__WHAT YOU WILL DO__:
Write out the data word for word, taking care that no picture is carried over.

*** Opening of THE INPUT ***

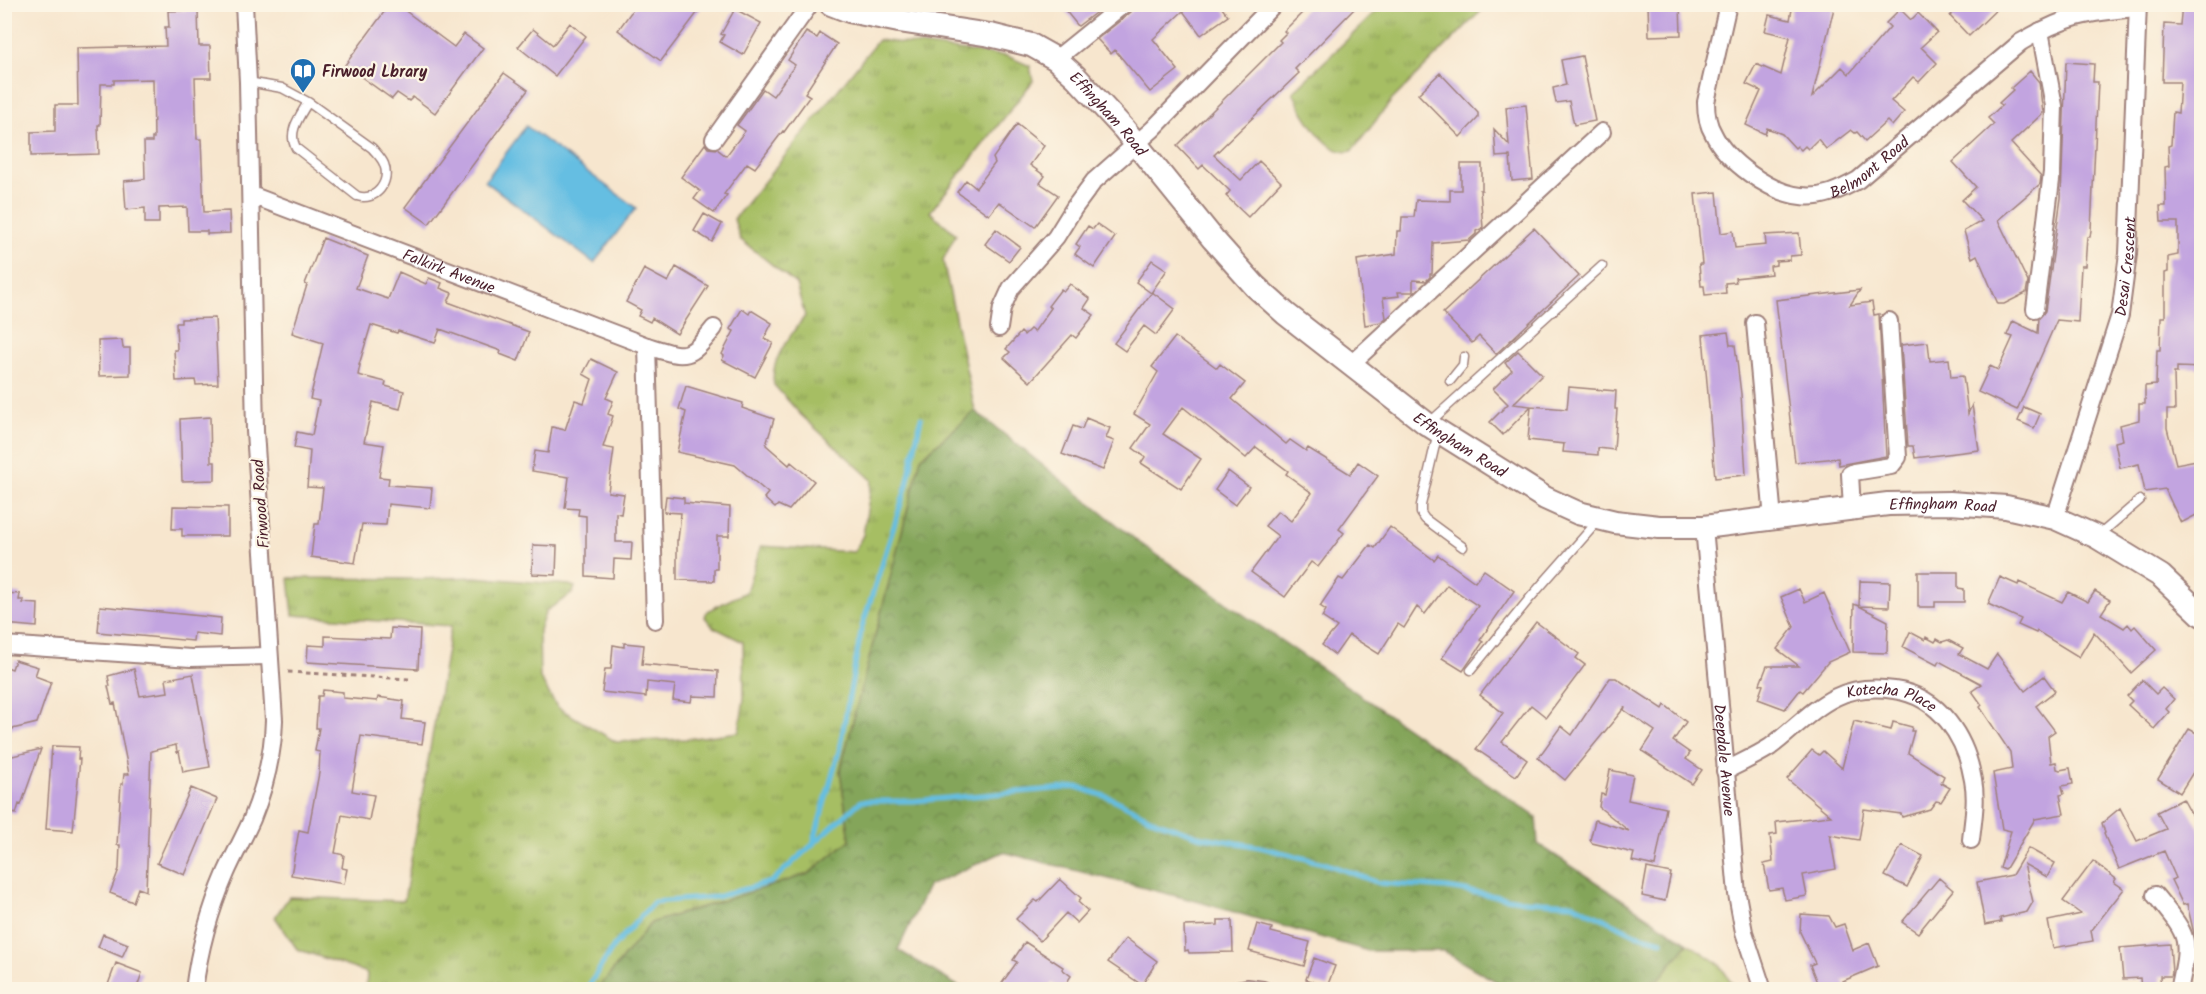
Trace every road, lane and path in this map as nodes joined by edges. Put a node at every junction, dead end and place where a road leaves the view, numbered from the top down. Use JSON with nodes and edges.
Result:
{"nodes":[{"id":1,"x":244,"y":4,"type":"edge"},
{"id":2,"x":810,"y":4,"type":"edge"},
{"id":3,"x":831,"y":4,"type":"edge"},
{"id":4,"x":1124,"y":4,"type":"edge"},
{"id":5,"x":1274,"y":4,"type":"edge"},
{"id":6,"x":1728,"y":4,"type":"edge"},
{"id":7,"x":2138,"y":6,"type":"edge"},
{"id":8,"x":2040,"y":31,"type":"junction"},
{"id":9,"x":1056,"y":58,"type":"junction"},
{"id":10,"x":248,"y":82,"type":"junction"},
{"id":11,"x":308,"y":102,"type":"junction"},
{"id":12,"x":1602,"y":132,"type":"dead end"},
{"id":13,"x":714,"y":139,"type":"dead end"},
{"id":14,"x":1136,"y":144,"type":"junction"},
{"id":15,"x":251,"y":195,"type":"junction"},
{"id":16,"x":1602,"y":266,"type":"dead end"},
{"id":17,"x":2035,"y":309,"type":"dead end"},
{"id":18,"x":1889,"y":321,"type":"dead end"},
{"id":19,"x":1755,"y":323,"type":"dead end"},
{"id":20,"x":714,"y":328,"type":"dead end"},
{"id":21,"x":999,"y":328,"type":"dead end"},
{"id":22,"x":647,"y":346,"type":"junction"},
{"id":23,"x":1464,"y":357,"type":"dead end"},
{"id":24,"x":1350,"y":365,"type":"junction"},
{"id":25,"x":1450,"y":381,"type":"dead end"},
{"id":26,"x":1433,"y":428,"type":"junction"},
{"id":27,"x":2140,"y":500,"type":"dead end"},
{"id":28,"x":1852,"y":509,"type":"junction"},
{"id":29,"x":1600,"y":518,"type":"junction"},
{"id":30,"x":2055,"y":518,"type":"junction"},
{"id":31,"x":1773,"y":519,"type":"junction"},
{"id":32,"x":1704,"y":527,"type":"junction"},
{"id":33,"x":2097,"y":537,"type":"junction"},
{"id":34,"x":1463,"y":547,"type":"dead end"},
{"id":35,"x":2202,"y":615,"type":"edge"},
{"id":36,"x":655,"y":620,"type":"dead end"},
{"id":37,"x":4,"y":645,"type":"edge"},
{"id":38,"x":269,"y":656,"type":"junction"},
{"id":39,"x":1471,"y":670,"type":"dead end"},
{"id":40,"x":299,"y":672,"type":"dead end"},
{"id":41,"x":409,"y":679,"type":"dead end"},
{"id":42,"x":1725,"y":771,"type":"junction"},
{"id":43,"x":1971,"y":840,"type":"dead end"},
{"id":44,"x":2155,"y":895,"type":"dead end"},
{"id":45,"x":194,"y":990,"type":"edge"},
{"id":46,"x":1236,"y":990,"type":"edge"},
{"id":47,"x":1263,"y":990,"type":"edge"},
{"id":48,"x":1763,"y":990,"type":"edge"},
{"id":49,"x":2179,"y":990,"type":"edge"}],
"edges":[{"from":1,"to":10,"type":"street","name":"Firwood Road"},
{"from":2,"to":13,"type":"street"},
{"from":3,"to":9,"type":"street","name":"Effingham Road"},
{"from":4,"to":9,"type":"street"},
{"from":5,"to":14,"type":"street"},
{"from":6,"to":8,"type":"street","name":"Belmont Road"},
{"from":7,"to":8,"type":"street","name":"Belmont Road"},
{"from":7,"to":30,"type":"street","name":"Desai Crescent"},
{"from":8,"to":17,"type":"street"},
{"from":9,"to":14,"type":"street","name":"Effingham Road"},
{"from":10,"to":11,"type":"lane"},
{"from":10,"to":15,"type":"street","name":"Firwood Road"},
{"from":11,"to":11,"type":"lane"},
{"from":12,"to":24,"type":"street"},
{"from":14,"to":21,"type":"street"},
{"from":14,"to":24,"type":"street","name":"Effingham Road"},
{"from":15,"to":22,"type":"street","name":"Falkirk Avenue"},
{"from":15,"to":38,"type":"street","name":"Firwood Road"},
{"from":16,"to":26,"type":"lane"},
{"from":18,"to":28,"type":"street"},
{"from":19,"to":31,"type":"street"},
{"from":20,"to":22,"type":"street","name":"Falkirk Avenue"},
{"from":22,"to":36,"type":"street"},
{"from":23,"to":25,"type":"lane"},
{"from":24,"to":26,"type":"street","name":"Effingham Road"},
{"from":26,"to":29,"type":"street","name":"Effingham Road"},
{"from":26,"to":34,"type":"lane"},
{"from":27,"to":33,"type":"lane"},
{"from":28,"to":30,"type":"street","name":"Effingham Road"},
{"from":28,"to":31,"type":"street","name":"Effingham Road"},
{"from":29,"to":32,"type":"street","name":"Effingham Road"},
{"from":29,"to":39,"type":"lane"},
{"from":30,"to":33,"type":"street","name":"Effingham Road"},
{"from":31,"to":32,"type":"street","name":"Effingham Road"},
{"from":32,"to":42,"type":"street","name":"Deepdale Avenue"},
{"from":33,"to":35,"type":"street","name":"Effingham Road"},
{"from":37,"to":38,"type":"street"},
{"from":38,"to":45,"type":"street","name":"Firwood Road"},
{"from":40,"to":41,"type":"path"},
{"from":42,"to":43,"type":"street","name":"Kotecha Place"},
{"from":42,"to":48,"type":"street","name":"Deepdale Avenue"},
{"from":44,"to":49,"type":"street"},
{"from":46,"to":47,"type":"street"}]}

*** Close of THE INPUT ***

__OUTPUT OF THE TASK__:
Trace every road, lane and path in this map as nodes joined by edges. Put a node at every junction, dead end and place where a road leaves the view, numbered from the top down. Use JSON with nodes and edges.
Result:
{"nodes":[{"id":1,"x":244,"y":4,"type":"edge"},
{"id":2,"x":810,"y":4,"type":"edge"},
{"id":3,"x":831,"y":4,"type":"edge"},
{"id":4,"x":1124,"y":4,"type":"edge"},
{"id":5,"x":1274,"y":4,"type":"edge"},
{"id":6,"x":1728,"y":4,"type":"edge"},
{"id":7,"x":2138,"y":6,"type":"edge"},
{"id":8,"x":2040,"y":31,"type":"junction"},
{"id":9,"x":1056,"y":58,"type":"junction"},
{"id":10,"x":248,"y":82,"type":"junction"},
{"id":11,"x":308,"y":102,"type":"junction"},
{"id":12,"x":1602,"y":132,"type":"dead end"},
{"id":13,"x":714,"y":139,"type":"dead end"},
{"id":14,"x":1136,"y":144,"type":"junction"},
{"id":15,"x":251,"y":195,"type":"junction"},
{"id":16,"x":1602,"y":266,"type":"dead end"},
{"id":17,"x":2035,"y":309,"type":"dead end"},
{"id":18,"x":1889,"y":321,"type":"dead end"},
{"id":19,"x":1755,"y":323,"type":"dead end"},
{"id":20,"x":714,"y":328,"type":"dead end"},
{"id":21,"x":999,"y":328,"type":"dead end"},
{"id":22,"x":647,"y":346,"type":"junction"},
{"id":23,"x":1464,"y":357,"type":"dead end"},
{"id":24,"x":1350,"y":365,"type":"junction"},
{"id":25,"x":1450,"y":381,"type":"dead end"},
{"id":26,"x":1433,"y":428,"type":"junction"},
{"id":27,"x":2140,"y":500,"type":"dead end"},
{"id":28,"x":1852,"y":509,"type":"junction"},
{"id":29,"x":1600,"y":518,"type":"junction"},
{"id":30,"x":2055,"y":518,"type":"junction"},
{"id":31,"x":1773,"y":519,"type":"junction"},
{"id":32,"x":1704,"y":527,"type":"junction"},
{"id":33,"x":2097,"y":537,"type":"junction"},
{"id":34,"x":1463,"y":547,"type":"dead end"},
{"id":35,"x":2202,"y":615,"type":"edge"},
{"id":36,"x":655,"y":620,"type":"dead end"},
{"id":37,"x":4,"y":645,"type":"edge"},
{"id":38,"x":269,"y":656,"type":"junction"},
{"id":39,"x":1471,"y":670,"type":"dead end"},
{"id":40,"x":299,"y":672,"type":"dead end"},
{"id":41,"x":409,"y":679,"type":"dead end"},
{"id":42,"x":1725,"y":771,"type":"junction"},
{"id":43,"x":1971,"y":840,"type":"dead end"},
{"id":44,"x":2155,"y":895,"type":"dead end"},
{"id":45,"x":194,"y":990,"type":"edge"},
{"id":46,"x":1236,"y":990,"type":"edge"},
{"id":47,"x":1263,"y":990,"type":"edge"},
{"id":48,"x":1763,"y":990,"type":"edge"},
{"id":49,"x":2179,"y":990,"type":"edge"}],
"edges":[{"from":1,"to":10,"type":"street","name":"Firwood Road"},
{"from":2,"to":13,"type":"street"},
{"from":3,"to":9,"type":"street","name":"Effingham Road"},
{"from":4,"to":9,"type":"street"},
{"from":5,"to":14,"type":"street"},
{"from":6,"to":8,"type":"street","name":"Belmont Road"},
{"from":7,"to":8,"type":"street","name":"Belmont Road"},
{"from":7,"to":30,"type":"street","name":"Desai Crescent"},
{"from":8,"to":17,"type":"street"},
{"from":9,"to":14,"type":"street","name":"Effingham Road"},
{"from":10,"to":11,"type":"lane"},
{"from":10,"to":15,"type":"street","name":"Firwood Road"},
{"from":11,"to":11,"type":"lane"},
{"from":12,"to":24,"type":"street"},
{"from":14,"to":21,"type":"street"},
{"from":14,"to":24,"type":"street","name":"Effingham Road"},
{"from":15,"to":22,"type":"street","name":"Falkirk Avenue"},
{"from":15,"to":38,"type":"street","name":"Firwood Road"},
{"from":16,"to":26,"type":"lane"},
{"from":18,"to":28,"type":"street"},
{"from":19,"to":31,"type":"street"},
{"from":20,"to":22,"type":"street","name":"Falkirk Avenue"},
{"from":22,"to":36,"type":"street"},
{"from":23,"to":25,"type":"lane"},
{"from":24,"to":26,"type":"street","name":"Effingham Road"},
{"from":26,"to":29,"type":"street","name":"Effingham Road"},
{"from":26,"to":34,"type":"lane"},
{"from":27,"to":33,"type":"lane"},
{"from":28,"to":30,"type":"street","name":"Effingham Road"},
{"from":28,"to":31,"type":"street","name":"Effingham Road"},
{"from":29,"to":32,"type":"street","name":"Effingham Road"},
{"from":29,"to":39,"type":"lane"},
{"from":30,"to":33,"type":"street","name":"Effingham Road"},
{"from":31,"to":32,"type":"street","name":"Effingham Road"},
{"from":32,"to":42,"type":"street","name":"Deepdale Avenue"},
{"from":33,"to":35,"type":"street","name":"Effingham Road"},
{"from":37,"to":38,"type":"street"},
{"from":38,"to":45,"type":"street","name":"Firwood Road"},
{"from":40,"to":41,"type":"path"},
{"from":42,"to":43,"type":"street","name":"Kotecha Place"},
{"from":42,"to":48,"type":"street","name":"Deepdale Avenue"},
{"from":44,"to":49,"type":"street"},
{"from":46,"to":47,"type":"street"}]}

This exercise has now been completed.